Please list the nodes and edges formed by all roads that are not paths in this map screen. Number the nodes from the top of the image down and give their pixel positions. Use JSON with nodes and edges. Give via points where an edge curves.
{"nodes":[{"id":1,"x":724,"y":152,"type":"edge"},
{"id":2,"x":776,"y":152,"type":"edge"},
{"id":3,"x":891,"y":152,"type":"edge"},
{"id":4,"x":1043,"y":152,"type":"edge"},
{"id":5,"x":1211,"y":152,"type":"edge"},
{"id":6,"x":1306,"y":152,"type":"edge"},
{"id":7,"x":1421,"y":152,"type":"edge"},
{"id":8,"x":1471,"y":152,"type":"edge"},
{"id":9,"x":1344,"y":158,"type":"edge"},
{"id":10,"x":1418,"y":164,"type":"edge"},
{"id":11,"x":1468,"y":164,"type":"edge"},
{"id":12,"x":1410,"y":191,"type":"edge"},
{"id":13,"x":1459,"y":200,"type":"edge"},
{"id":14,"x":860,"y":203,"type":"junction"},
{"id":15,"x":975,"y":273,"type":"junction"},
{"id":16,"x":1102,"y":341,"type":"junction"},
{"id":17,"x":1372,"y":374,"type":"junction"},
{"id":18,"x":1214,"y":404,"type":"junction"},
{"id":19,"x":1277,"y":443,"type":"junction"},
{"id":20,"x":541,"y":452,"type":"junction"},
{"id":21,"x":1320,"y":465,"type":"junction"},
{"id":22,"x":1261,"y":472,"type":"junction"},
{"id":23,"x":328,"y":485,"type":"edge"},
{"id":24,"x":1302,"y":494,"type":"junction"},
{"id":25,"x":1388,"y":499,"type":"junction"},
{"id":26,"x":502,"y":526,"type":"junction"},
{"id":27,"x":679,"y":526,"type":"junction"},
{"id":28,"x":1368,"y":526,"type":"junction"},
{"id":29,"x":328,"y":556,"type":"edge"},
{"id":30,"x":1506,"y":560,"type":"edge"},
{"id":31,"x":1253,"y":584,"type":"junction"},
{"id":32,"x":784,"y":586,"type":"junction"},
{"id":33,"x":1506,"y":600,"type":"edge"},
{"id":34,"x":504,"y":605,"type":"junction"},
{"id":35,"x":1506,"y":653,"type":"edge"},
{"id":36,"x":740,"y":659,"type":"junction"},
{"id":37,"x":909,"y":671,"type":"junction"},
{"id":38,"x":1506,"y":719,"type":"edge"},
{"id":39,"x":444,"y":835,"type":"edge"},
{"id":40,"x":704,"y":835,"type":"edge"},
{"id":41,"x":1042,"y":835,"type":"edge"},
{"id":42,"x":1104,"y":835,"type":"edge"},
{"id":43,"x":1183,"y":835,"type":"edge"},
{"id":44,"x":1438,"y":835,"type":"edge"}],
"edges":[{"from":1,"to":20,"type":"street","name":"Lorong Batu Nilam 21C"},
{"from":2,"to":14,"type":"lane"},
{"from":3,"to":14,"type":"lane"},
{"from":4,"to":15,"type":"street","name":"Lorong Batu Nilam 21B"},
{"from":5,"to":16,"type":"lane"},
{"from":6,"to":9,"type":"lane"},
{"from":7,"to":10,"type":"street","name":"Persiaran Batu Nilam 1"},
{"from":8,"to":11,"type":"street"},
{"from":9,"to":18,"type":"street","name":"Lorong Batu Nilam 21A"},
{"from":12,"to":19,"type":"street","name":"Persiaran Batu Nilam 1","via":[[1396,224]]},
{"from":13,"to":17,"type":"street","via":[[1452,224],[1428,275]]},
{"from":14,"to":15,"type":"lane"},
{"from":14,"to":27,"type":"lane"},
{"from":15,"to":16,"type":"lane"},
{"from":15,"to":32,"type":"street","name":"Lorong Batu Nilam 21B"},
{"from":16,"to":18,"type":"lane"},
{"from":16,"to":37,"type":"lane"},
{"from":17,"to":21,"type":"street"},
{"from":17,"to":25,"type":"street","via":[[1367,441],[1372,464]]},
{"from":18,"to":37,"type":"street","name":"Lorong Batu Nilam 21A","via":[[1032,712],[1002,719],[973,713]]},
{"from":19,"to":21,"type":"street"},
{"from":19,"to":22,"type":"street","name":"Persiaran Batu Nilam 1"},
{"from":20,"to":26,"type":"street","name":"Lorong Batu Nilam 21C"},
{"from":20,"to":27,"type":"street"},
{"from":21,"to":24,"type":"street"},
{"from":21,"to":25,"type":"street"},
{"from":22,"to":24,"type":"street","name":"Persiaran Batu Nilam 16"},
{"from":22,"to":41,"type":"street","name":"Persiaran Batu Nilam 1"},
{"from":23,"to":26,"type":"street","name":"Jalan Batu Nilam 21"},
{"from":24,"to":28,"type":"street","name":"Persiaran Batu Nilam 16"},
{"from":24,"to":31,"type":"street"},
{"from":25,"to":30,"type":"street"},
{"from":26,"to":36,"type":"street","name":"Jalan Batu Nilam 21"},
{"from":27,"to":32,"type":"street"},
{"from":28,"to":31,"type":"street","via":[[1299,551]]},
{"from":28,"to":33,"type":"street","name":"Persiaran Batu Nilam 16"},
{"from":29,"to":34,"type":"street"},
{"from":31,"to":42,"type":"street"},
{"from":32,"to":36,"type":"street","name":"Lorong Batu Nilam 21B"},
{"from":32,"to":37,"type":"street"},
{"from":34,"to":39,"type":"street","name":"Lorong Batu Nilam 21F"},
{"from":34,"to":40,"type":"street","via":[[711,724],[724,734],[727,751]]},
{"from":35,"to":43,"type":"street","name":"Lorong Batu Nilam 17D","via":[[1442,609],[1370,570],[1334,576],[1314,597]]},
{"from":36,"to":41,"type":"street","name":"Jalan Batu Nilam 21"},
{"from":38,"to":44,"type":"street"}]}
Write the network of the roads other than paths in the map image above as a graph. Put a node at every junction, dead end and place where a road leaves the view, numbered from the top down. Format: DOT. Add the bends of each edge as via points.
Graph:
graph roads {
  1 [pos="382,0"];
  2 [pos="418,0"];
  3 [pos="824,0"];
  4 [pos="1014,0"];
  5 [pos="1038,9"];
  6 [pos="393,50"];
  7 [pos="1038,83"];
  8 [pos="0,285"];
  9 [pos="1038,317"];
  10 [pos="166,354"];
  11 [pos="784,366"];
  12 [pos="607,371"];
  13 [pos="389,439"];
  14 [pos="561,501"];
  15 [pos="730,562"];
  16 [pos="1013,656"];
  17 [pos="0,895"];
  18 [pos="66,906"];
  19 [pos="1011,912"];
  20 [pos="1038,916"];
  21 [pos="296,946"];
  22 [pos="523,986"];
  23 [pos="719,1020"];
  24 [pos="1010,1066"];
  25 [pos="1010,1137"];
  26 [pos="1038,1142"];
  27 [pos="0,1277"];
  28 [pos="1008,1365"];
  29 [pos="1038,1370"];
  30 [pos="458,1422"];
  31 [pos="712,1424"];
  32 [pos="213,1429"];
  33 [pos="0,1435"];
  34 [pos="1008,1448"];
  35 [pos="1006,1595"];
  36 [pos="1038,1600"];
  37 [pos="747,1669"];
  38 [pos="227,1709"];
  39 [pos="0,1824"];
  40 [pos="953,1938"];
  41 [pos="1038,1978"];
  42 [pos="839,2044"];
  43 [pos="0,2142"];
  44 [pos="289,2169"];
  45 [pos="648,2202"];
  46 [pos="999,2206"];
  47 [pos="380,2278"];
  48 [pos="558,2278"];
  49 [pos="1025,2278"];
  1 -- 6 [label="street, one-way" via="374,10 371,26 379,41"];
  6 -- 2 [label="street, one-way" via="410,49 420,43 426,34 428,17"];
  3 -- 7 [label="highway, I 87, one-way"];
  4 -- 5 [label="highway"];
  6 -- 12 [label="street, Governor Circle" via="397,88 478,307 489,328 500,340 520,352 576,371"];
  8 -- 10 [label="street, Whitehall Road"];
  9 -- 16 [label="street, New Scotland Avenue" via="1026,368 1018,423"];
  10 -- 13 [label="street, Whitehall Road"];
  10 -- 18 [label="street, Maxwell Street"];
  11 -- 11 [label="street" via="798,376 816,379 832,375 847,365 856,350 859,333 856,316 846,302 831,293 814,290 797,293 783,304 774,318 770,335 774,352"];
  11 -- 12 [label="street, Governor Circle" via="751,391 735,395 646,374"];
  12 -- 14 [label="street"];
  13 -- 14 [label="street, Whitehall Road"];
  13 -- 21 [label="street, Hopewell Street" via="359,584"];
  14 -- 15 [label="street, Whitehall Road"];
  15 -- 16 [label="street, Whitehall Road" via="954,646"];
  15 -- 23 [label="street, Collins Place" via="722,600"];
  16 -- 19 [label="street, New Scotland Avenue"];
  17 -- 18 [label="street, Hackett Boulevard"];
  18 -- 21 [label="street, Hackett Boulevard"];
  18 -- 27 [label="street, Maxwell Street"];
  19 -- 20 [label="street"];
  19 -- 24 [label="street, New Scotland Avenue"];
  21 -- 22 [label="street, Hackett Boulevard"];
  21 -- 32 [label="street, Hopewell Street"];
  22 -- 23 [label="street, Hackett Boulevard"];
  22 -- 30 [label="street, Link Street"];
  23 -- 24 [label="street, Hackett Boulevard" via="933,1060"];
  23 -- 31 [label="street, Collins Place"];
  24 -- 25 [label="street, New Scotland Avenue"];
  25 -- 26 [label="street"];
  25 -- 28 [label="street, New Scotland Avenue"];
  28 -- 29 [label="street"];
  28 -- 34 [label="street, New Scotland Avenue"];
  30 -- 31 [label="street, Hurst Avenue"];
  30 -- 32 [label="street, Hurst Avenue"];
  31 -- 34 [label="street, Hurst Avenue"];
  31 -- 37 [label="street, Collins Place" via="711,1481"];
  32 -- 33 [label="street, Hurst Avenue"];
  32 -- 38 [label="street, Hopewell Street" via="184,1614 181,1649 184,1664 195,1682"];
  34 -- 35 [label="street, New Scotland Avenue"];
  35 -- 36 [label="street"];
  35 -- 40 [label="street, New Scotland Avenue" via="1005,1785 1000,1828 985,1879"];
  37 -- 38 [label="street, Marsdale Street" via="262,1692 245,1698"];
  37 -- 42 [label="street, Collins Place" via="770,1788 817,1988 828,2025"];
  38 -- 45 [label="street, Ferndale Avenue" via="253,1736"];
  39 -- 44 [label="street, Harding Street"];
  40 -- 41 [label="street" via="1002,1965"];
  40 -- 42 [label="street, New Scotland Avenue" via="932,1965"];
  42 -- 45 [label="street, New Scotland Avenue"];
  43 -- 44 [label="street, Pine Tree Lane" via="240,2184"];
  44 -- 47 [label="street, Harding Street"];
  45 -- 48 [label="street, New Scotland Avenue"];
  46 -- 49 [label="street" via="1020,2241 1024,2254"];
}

+++++

What is needed:
Gather each line of the listing that holds the string "Boulevard".

Solution for this exercise:
  17 -- 18 [label="street, Hackett Boulevard"];
  18 -- 21 [label="street, Hackett Boulevard"];
  21 -- 22 [label="street, Hackett Boulevard"];
  22 -- 23 [label="street, Hackett Boulevard"];
  23 -- 24 [label="street, Hackett Boulevard" via="933,1060"];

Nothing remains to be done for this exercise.